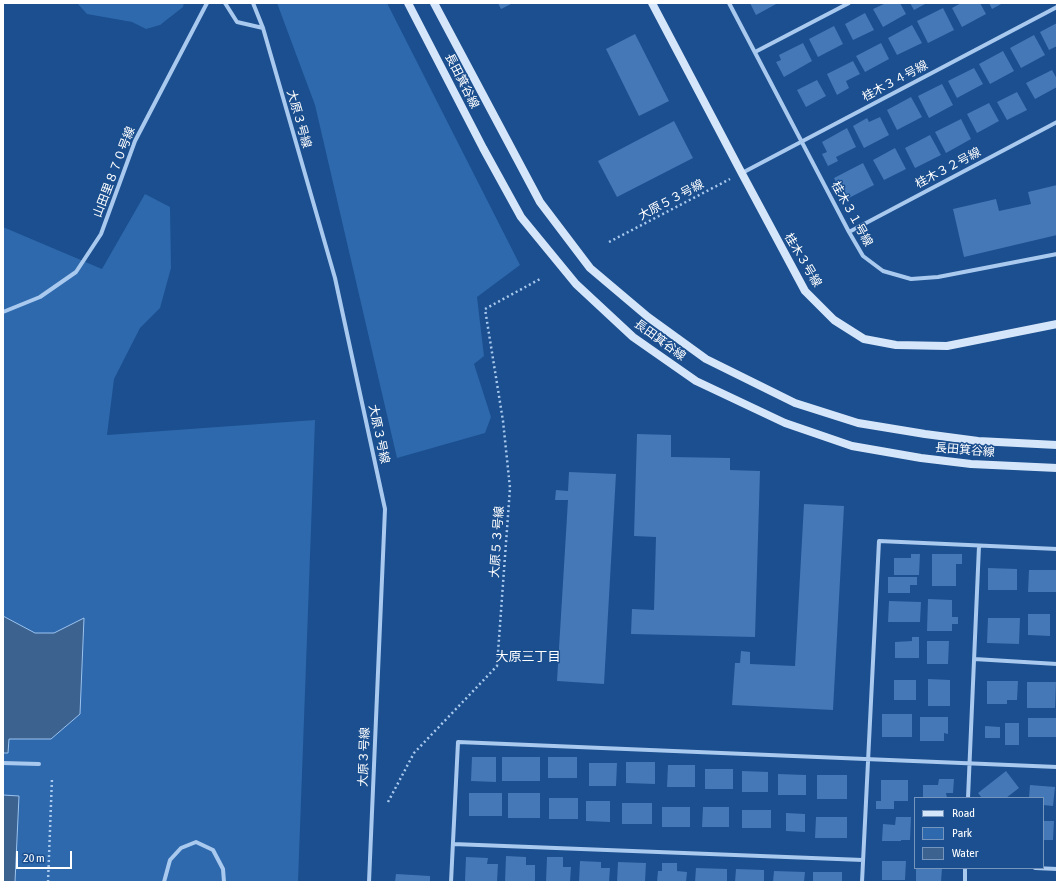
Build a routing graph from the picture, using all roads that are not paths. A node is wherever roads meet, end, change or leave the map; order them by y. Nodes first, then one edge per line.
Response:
1 (207, 3) edge
2 (225, 3) edge
3 (253, 3) edge
4 (408, 3) edge
5 (434, 3) edge
6 (652, 3) edge
7 (729, 3) edge
8 (849, 3) edge
9 (1057, 7) edge
10 (263, 28) junction
11 (755, 52) junction
12 (1057, 122) edge
13 (802, 142) junction
14 (741, 173) junction
15 (849, 232) junction
16 (1057, 254) edge
17 (3, 312) edge
18 (1057, 324) edge
19 (1057, 444) edge
20 (1057, 468) edge
21 (979, 546) junction
22 (1057, 549) edge
23 (974, 659) junction
24 (1057, 664) edge
25 (868, 758) junction
26 (3, 763) edge
27 (969, 763) junction
28 (39, 764) dead end
29 (1057, 767) edge
30 (968, 797) edge
31 (453, 844) junction
32 (863, 860) junction
33 (1044, 868) edge
34 (965, 869) edge
35 (1057, 869) edge
36 (164, 882) edge
37 (224, 882) edge
38 (369, 882) edge
39 (451, 882) edge
40 (862, 882) edge
41 (965, 882) edge

1 - 17 street, 山田里８７０号線
2 - 10 street
3 - 10 street, 大原３号線
4 - 20 street, 長田箕谷線
5 - 19 street, 長田箕谷線
6 - 14 street, 桂木３号線
7 - 11 street, 桂木３１号線
8 - 11 street
9 - 13 street, 桂木３４号線
10 - 38 street, 大原３号線
11 - 13 street, 桂木３１号線
12 - 15 street, 桂木３２号線
13 - 14 street, 桂木３４号線
13 - 15 street, 桂木３１号線
14 - 18 street, 桂木３号線
15 - 16 street, 桂木３１号線
21 - 22 street
21 - 23 street
21 - 25 street
23 - 24 street
23 - 27 street
25 - 27 street
25 - 31 street
25 - 32 street
26 - 28 street
27 - 29 street
27 - 30 street
31 - 32 street
31 - 39 street
32 - 40 street
33 - 35 street
34 - 41 street
36 - 37 street

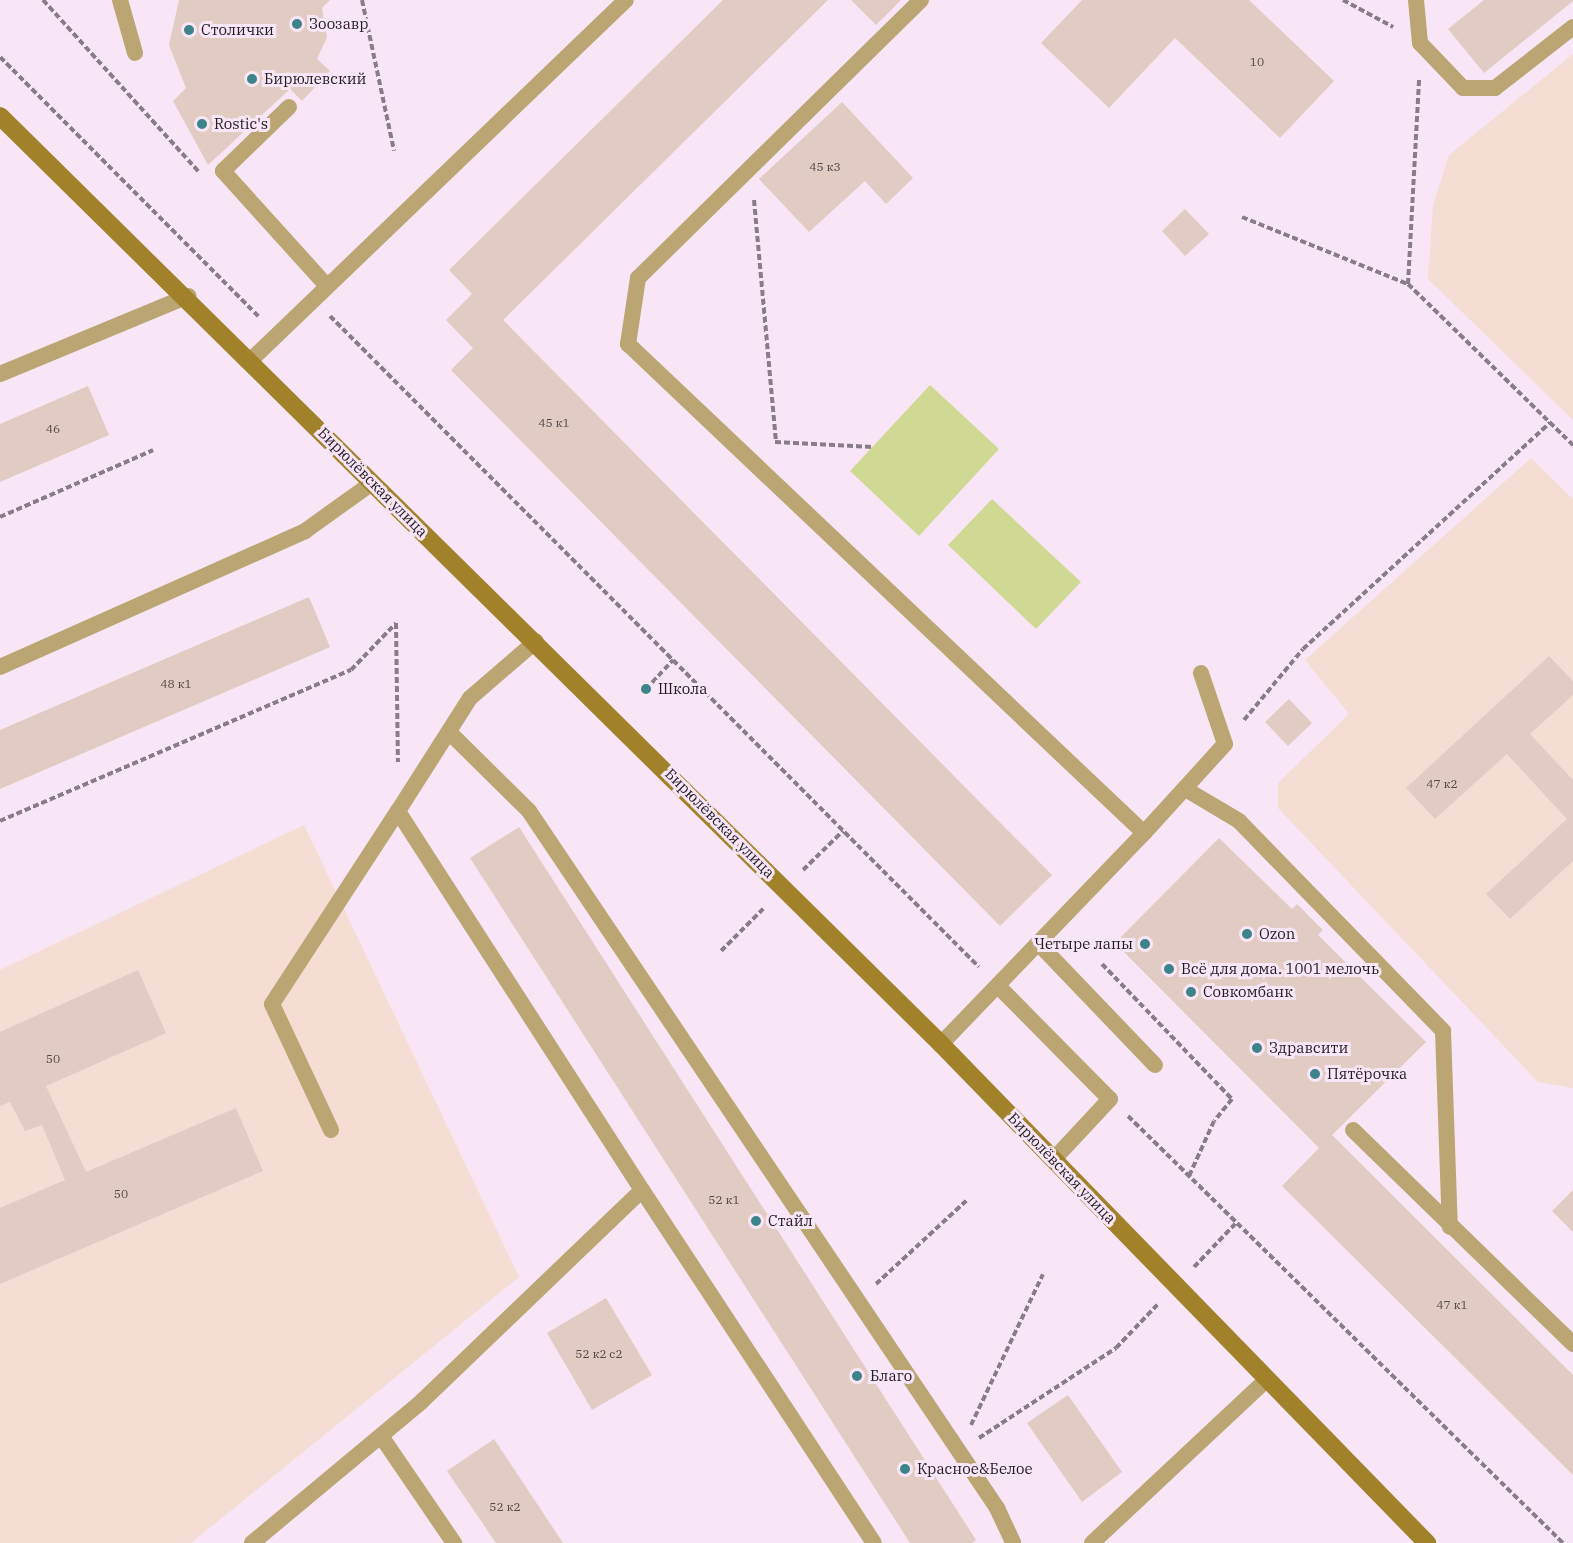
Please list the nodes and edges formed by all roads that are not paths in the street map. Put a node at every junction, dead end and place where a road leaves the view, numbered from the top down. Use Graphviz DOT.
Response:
graph roads {
  1 [pos="120,0"];
  2 [pos="626,0"];
  3 [pos="921,0"];
  4 [pos="1416,0"];
  5 [pos="1573,27"];
  6 [pos="135,53"];
  7 [pos="289,107"];
  8 [pos="0,116"];
  9 [pos="327,286"];
  10 [pos="188,296"];
  11 [pos="252,359"];
  12 [pos="0,374"];
  13 [pos="372,483"];
  14 [pos="536,641"];
  15 [pos="0,667"];
  16 [pos="1201,673"];
  17 [pos="449,732"];
  18 [pos="1187,790"];
  19 [pos="398,811"];
  20 [pos="1144,833"];
  21 [pos="1038,943"];
  22 [pos="998,986"];
  23 [pos="941,1044"];
  24 [pos="1155,1065"];
  25 [pos="331,1130"];
  26 [pos="1353,1130"];
  27 [pos="1054,1159"];
  28 [pos="642,1190"];
  29 [pos="1450,1227"];
  30 [pos="1573,1344"];
  31 [pos="1266,1380"];
  32 [pos="381,1436"];
  33 [pos="252,1543"];
  34 [pos="454,1543"];
  35 [pos="874,1543"];
  36 [pos="1013,1543"];
  37 [pos="1092,1543"];
  38 [pos="1427,1543"];
  1 -- 6 [label="lane"];
  2 -- 9 [label="lane"];
  3 -- 20 [label="lane"];
  4 -- 5 [label="lane"];
  7 -- 9 [label="lane"];
  8 -- 10 [label="street, Бирюлёвская улица"];
  9 -- 11 [label="lane"];
  10 -- 11 [label="street, Бирюлёвская улица"];
  10 -- 12 [label="lane"];
  11 -- 13 [label="street, Бирюлёвская улица"];
  13 -- 14 [label="street, Бирюлёвская улица"];
  13 -- 15 [label="lane"];
  14 -- 17 [label="lane"];
  14 -- 23 [label="street, Бирюлёвская улица"];
  16 -- 18 [label="lane"];
  17 -- 19 [label="lane"];
  17 -- 36 [label="lane"];
  18 -- 20 [label="lane"];
  18 -- 29 [label="lane"];
  19 -- 25 [label="lane"];
  19 -- 28 [label="lane"];
  20 -- 21 [label="lane"];
  21 -- 22 [label="lane"];
  21 -- 24 [label="lane"];
  22 -- 23 [label="lane"];
  22 -- 27 [label="lane"];
  23 -- 27 [label="street, Бирюлёвская улица"];
  26 -- 29 [label="lane"];
  27 -- 31 [label="street, Бирюлёвская улица"];
  28 -- 32 [label="lane"];
  28 -- 35 [label="lane"];
  29 -- 30 [label="lane"];
  31 -- 37 [label="lane"];
  31 -- 38 [label="street, Бирюлёвская улица"];
  32 -- 33 [label="lane"];
  32 -- 34 [label="lane"];
}
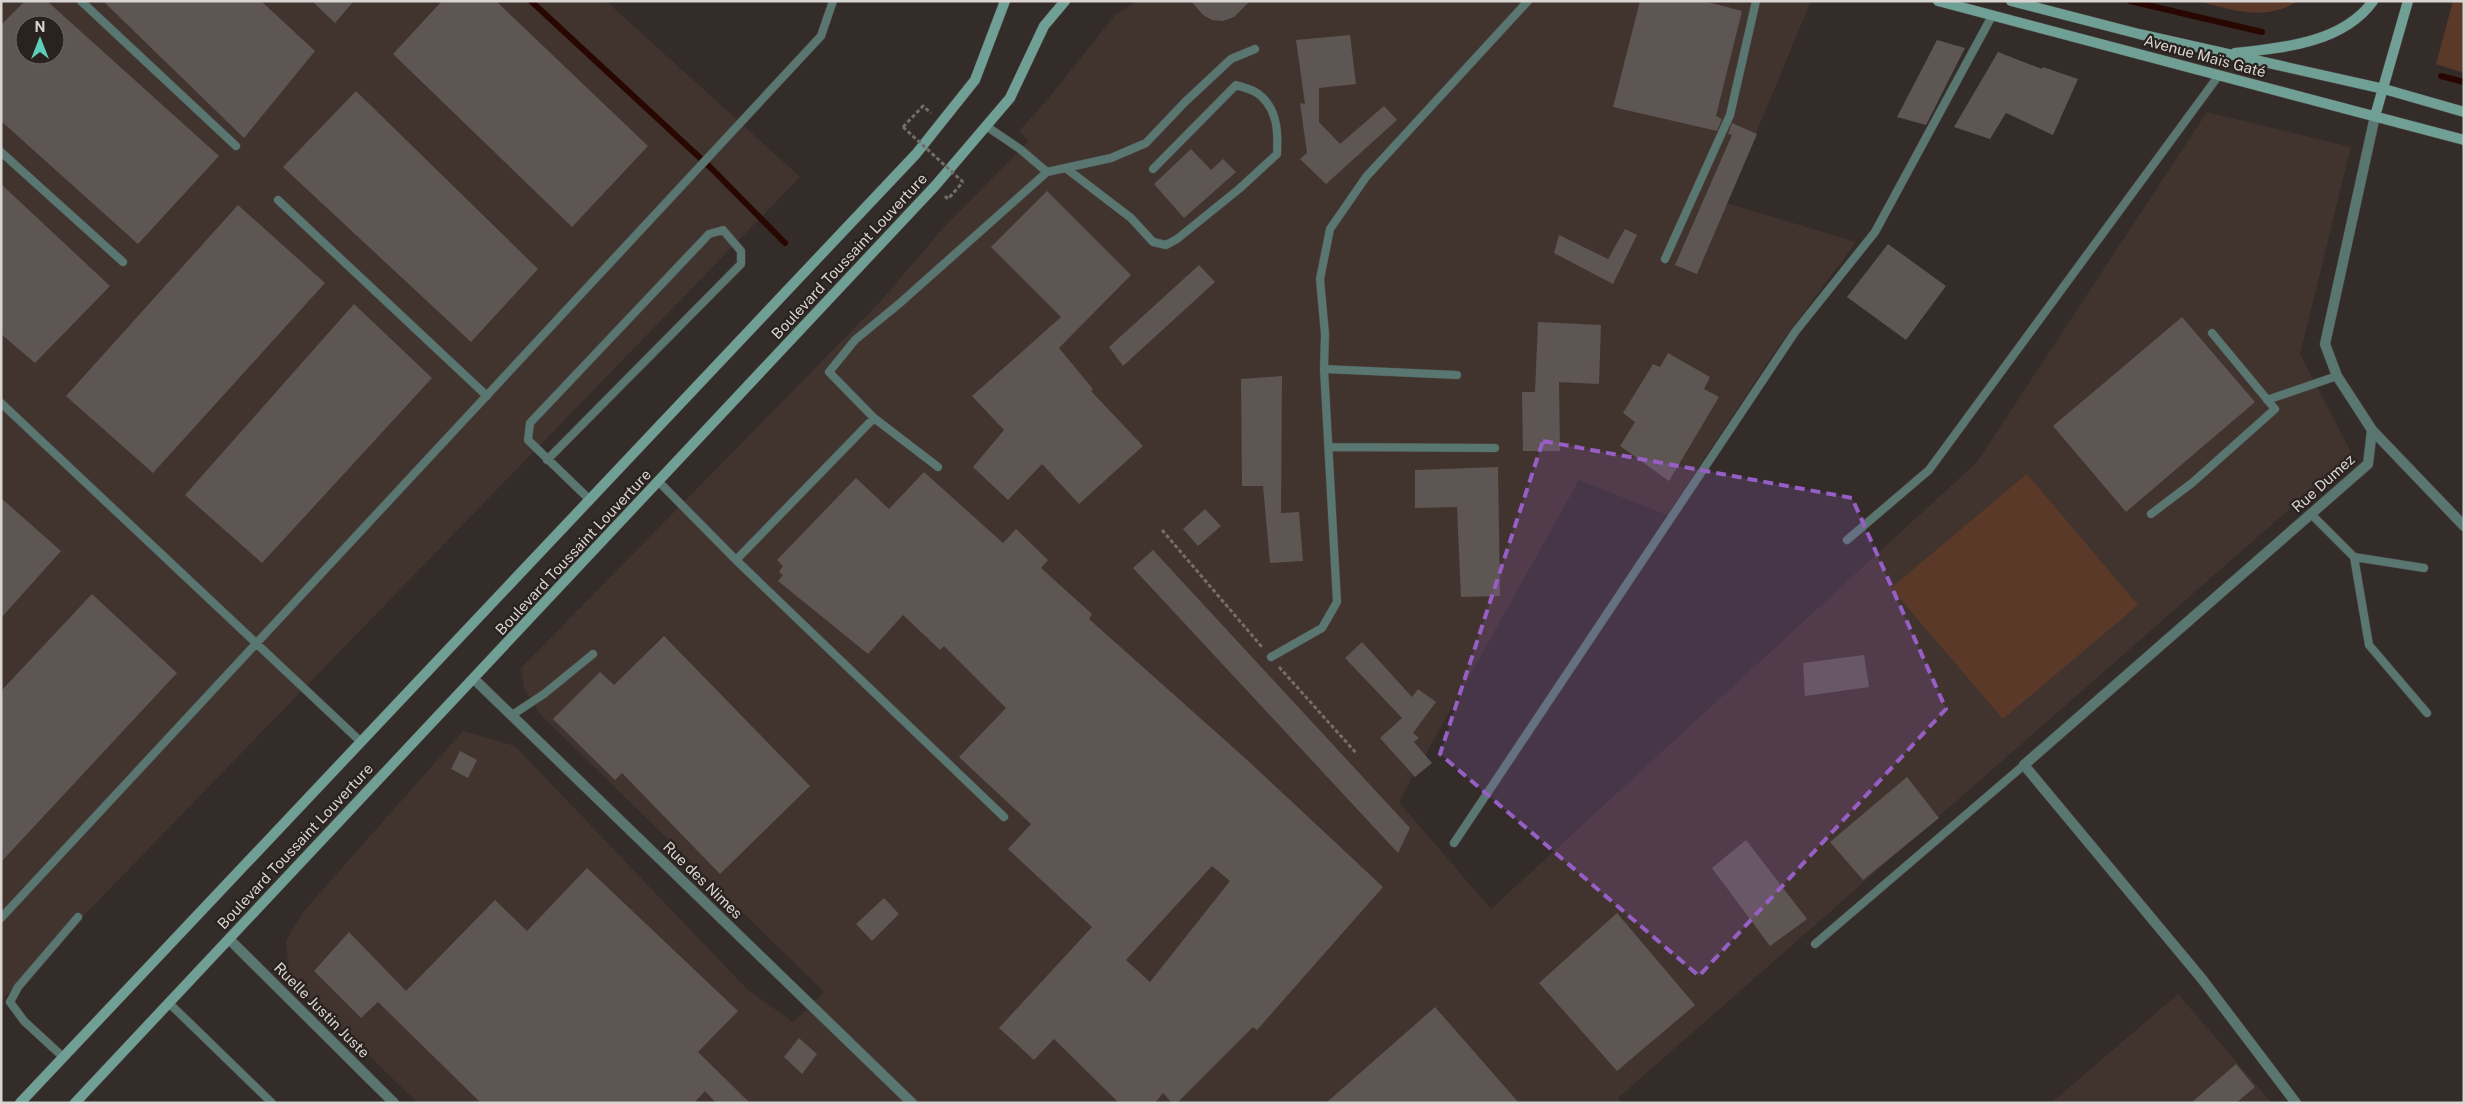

────────

_Description of the task_
Excluding the pictures, restate the records above word for word.

_Output below_
Build a routing graph from the picture, using all roads that are not paths. A node is wherever roads meet, end, change or leave the map; order them by y. Nodes first, then one edge per line.
Response:
1 (207, 3) edge
2 (225, 3) edge
3 (253, 3) edge
4 (408, 3) edge
5 (434, 3) edge
6 (652, 3) edge
7 (729, 3) edge
8 (849, 3) edge
9 (1057, 7) edge
10 (263, 28) junction
11 (755, 52) junction
12 (1057, 122) edge
13 (802, 142) junction
14 (741, 173) junction
15 (849, 232) junction
16 (1057, 254) edge
17 (3, 312) edge
18 (1057, 324) edge
19 (1057, 444) edge
20 (1057, 468) edge
21 (979, 546) junction
22 (1057, 549) edge
23 (974, 659) junction
24 (1057, 664) edge
25 (868, 758) junction
26 (3, 763) edge
27 (969, 763) junction
28 (39, 764) dead end
29 (1057, 767) edge
30 (968, 797) edge
31 (453, 844) junction
32 (863, 860) junction
33 (1044, 868) edge
34 (965, 869) edge
35 (1057, 869) edge
36 (164, 882) edge
37 (224, 882) edge
38 (369, 882) edge
39 (451, 882) edge
40 (862, 882) edge
41 (965, 882) edge

1 - 17 street, 山田里８７０号線
2 - 10 street
3 - 10 street, 大原３号線
4 - 20 street, 長田箕谷線
5 - 19 street, 長田箕谷線
6 - 14 street, 桂木３号線
7 - 11 street, 桂木３１号線
8 - 11 street
9 - 13 street, 桂木３４号線
10 - 38 street, 大原３号線
11 - 13 street, 桂木３１号線
12 - 15 street, 桂木３２号線
13 - 14 street, 桂木３４号線
13 - 15 street, 桂木３１号線
14 - 18 street, 桂木３号線
15 - 16 street, 桂木３１号線
21 - 22 street
21 - 23 street
21 - 25 street
23 - 24 street
23 - 27 street
25 - 27 street
25 - 31 street
25 - 32 street
26 - 28 street
27 - 29 street
27 - 30 street
31 - 32 street
31 - 39 street
32 - 40 street
33 - 35 street
34 - 41 street
36 - 37 street

Please list the nodes and edges formed by all roads that are not paths in the street map. Put a node at every junction, dead end and place where a road leaves the view, numbered from the top down. Use Graphviz DOT.
Response:
graph roads {
  1 [pos="120,0"];
  2 [pos="626,0"];
  3 [pos="921,0"];
  4 [pos="1416,0"];
  5 [pos="1573,27"];
  6 [pos="135,53"];
  7 [pos="289,107"];
  8 [pos="0,116"];
  9 [pos="327,286"];
  10 [pos="188,296"];
  11 [pos="252,359"];
  12 [pos="0,374"];
  13 [pos="372,483"];
  14 [pos="536,641"];
  15 [pos="0,667"];
  16 [pos="1201,673"];
  17 [pos="449,732"];
  18 [pos="1187,790"];
  19 [pos="398,811"];
  20 [pos="1144,833"];
  21 [pos="1038,943"];
  22 [pos="998,986"];
  23 [pos="941,1044"];
  24 [pos="1155,1065"];
  25 [pos="331,1130"];
  26 [pos="1353,1130"];
  27 [pos="1054,1159"];
  28 [pos="642,1190"];
  29 [pos="1450,1227"];
  30 [pos="1573,1344"];
  31 [pos="1266,1380"];
  32 [pos="381,1436"];
  33 [pos="252,1543"];
  34 [pos="454,1543"];
  35 [pos="874,1543"];
  36 [pos="1013,1543"];
  37 [pos="1092,1543"];
  38 [pos="1427,1543"];
  1 -- 6 [label="lane"];
  2 -- 9 [label="lane"];
  3 -- 20 [label="lane"];
  4 -- 5 [label="lane"];
  7 -- 9 [label="lane"];
  8 -- 10 [label="street, Бирюлёвская улица"];
  9 -- 11 [label="lane"];
  10 -- 11 [label="street, Бирюлёвская улица"];
  10 -- 12 [label="lane"];
  11 -- 13 [label="street, Бирюлёвская улица"];
  13 -- 14 [label="street, Бирюлёвская улица"];
  13 -- 15 [label="lane"];
  14 -- 17 [label="lane"];
  14 -- 23 [label="street, Бирюлёвская улица"];
  16 -- 18 [label="lane"];
  17 -- 19 [label="lane"];
  17 -- 36 [label="lane"];
  18 -- 20 [label="lane"];
  18 -- 29 [label="lane"];
  19 -- 25 [label="lane"];
  19 -- 28 [label="lane"];
  20 -- 21 [label="lane"];
  21 -- 22 [label="lane"];
  21 -- 24 [label="lane"];
  22 -- 23 [label="lane"];
  22 -- 27 [label="lane"];
  23 -- 27 [label="street, Бирюлёвская улица"];
  26 -- 29 [label="lane"];
  27 -- 31 [label="street, Бирюлёвская улица"];
  28 -- 32 [label="lane"];
  28 -- 35 [label="lane"];
  29 -- 30 [label="lane"];
  31 -- 37 [label="lane"];
  31 -- 38 [label="street, Бирюлёвская улица"];
  32 -- 33 [label="lane"];
  32 -- 34 [label="lane"];
}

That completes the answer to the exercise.